Database Soup: Determining Furthest Ahead Replica

Here's a common situation for PostgreSQL binary replication setups with multiple replicas: the master is down, and you want to promote the "farthest ahead" replica so that you can remaster the other replicas from it with a minimum of fuss and data loss. Sadly, this is something we make stupidly hard to do in PostgreSQL 9.0, 9.1 and 9.2. While our project is great at making things possible, we're not so great at making them easy.

Checking Log Position

By "furthest ahead", we mean "which replica has received the most recent data from the master before the master went down?" The relevant place to check this is the replica's transaction log buffer, which is where data goes which has been received from the master.

When you start out, it looks simple. You check the last XLOG receive location on each replica, and take the "highest" one. Let's try that!

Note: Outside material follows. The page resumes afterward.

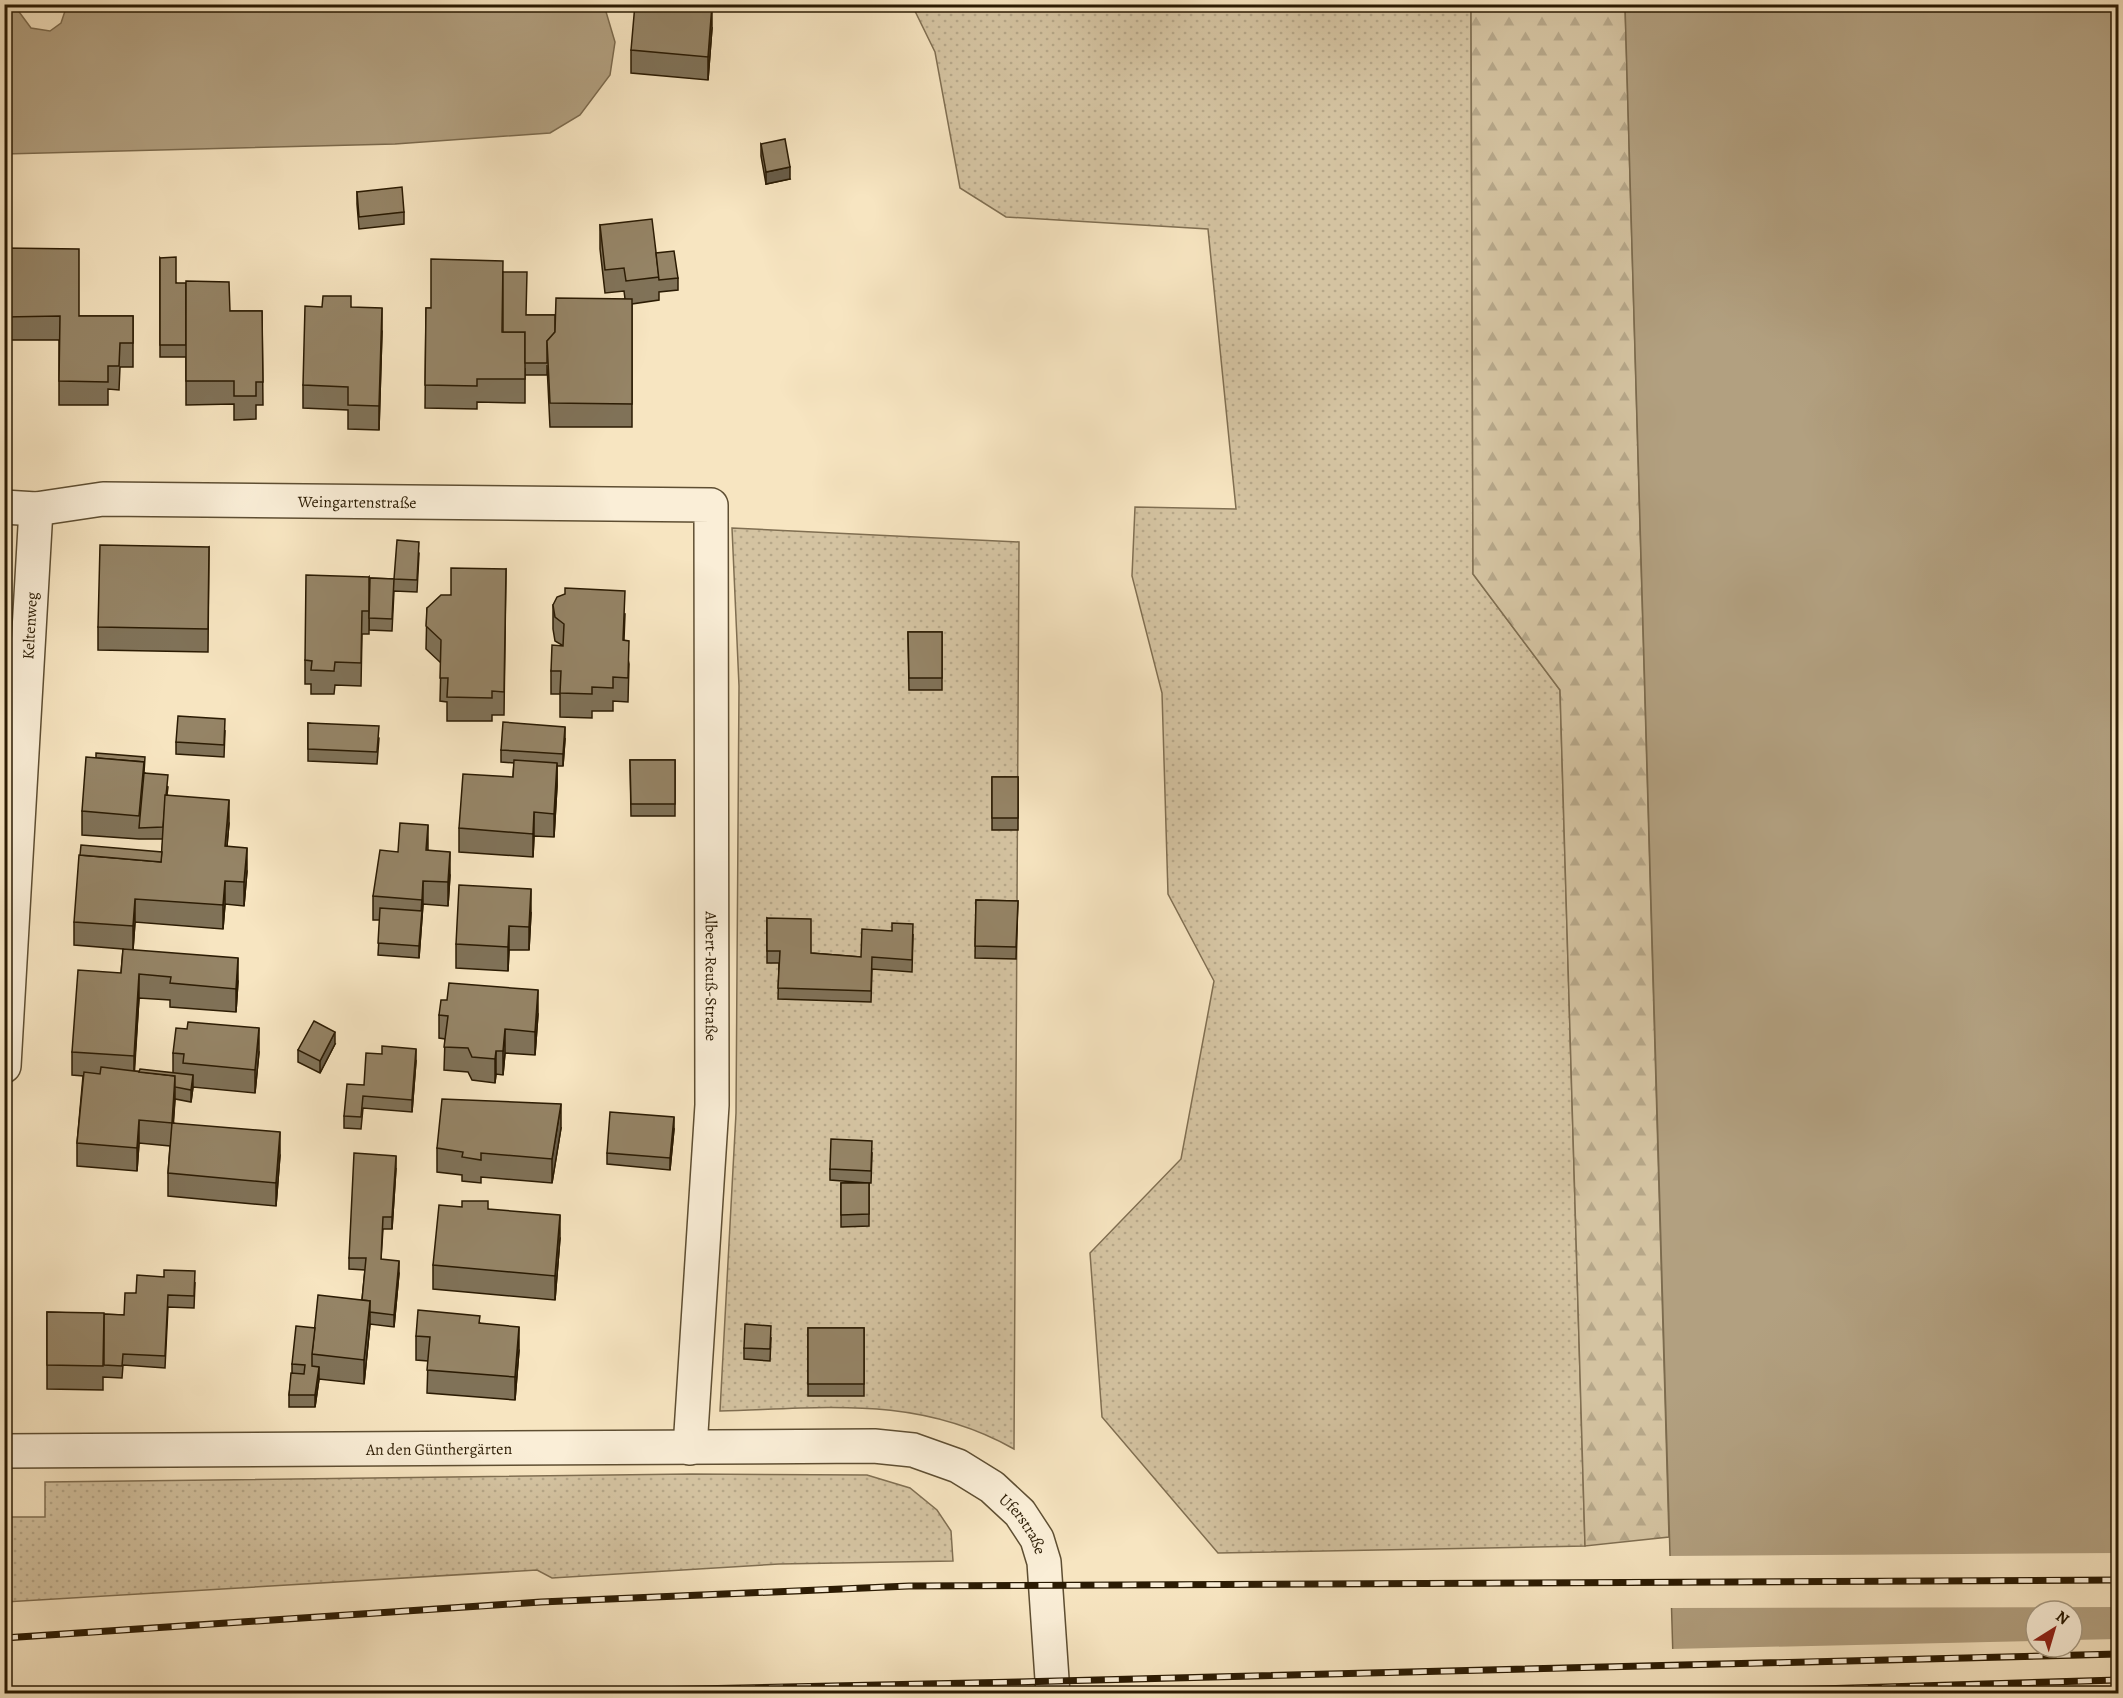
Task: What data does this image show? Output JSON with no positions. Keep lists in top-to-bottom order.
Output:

replica1=# select pg_last_xlog_receive_location();

        pg_last_xlog_receive_location 

       -------------------------------

        41A/10808DE8

replica2=# select pg_last_xlog_receive_location();

        pg_last_xlog_receive_location 

       -------------------------------

        41A/FFD1560

Uhhh ...

Yeah, not helpful at all, is it? We give you a completely undocumented pair of hexidecimal values. To make things even more fun, Postgres doesn't have any built-in functions for converting hexidecimal to numeric.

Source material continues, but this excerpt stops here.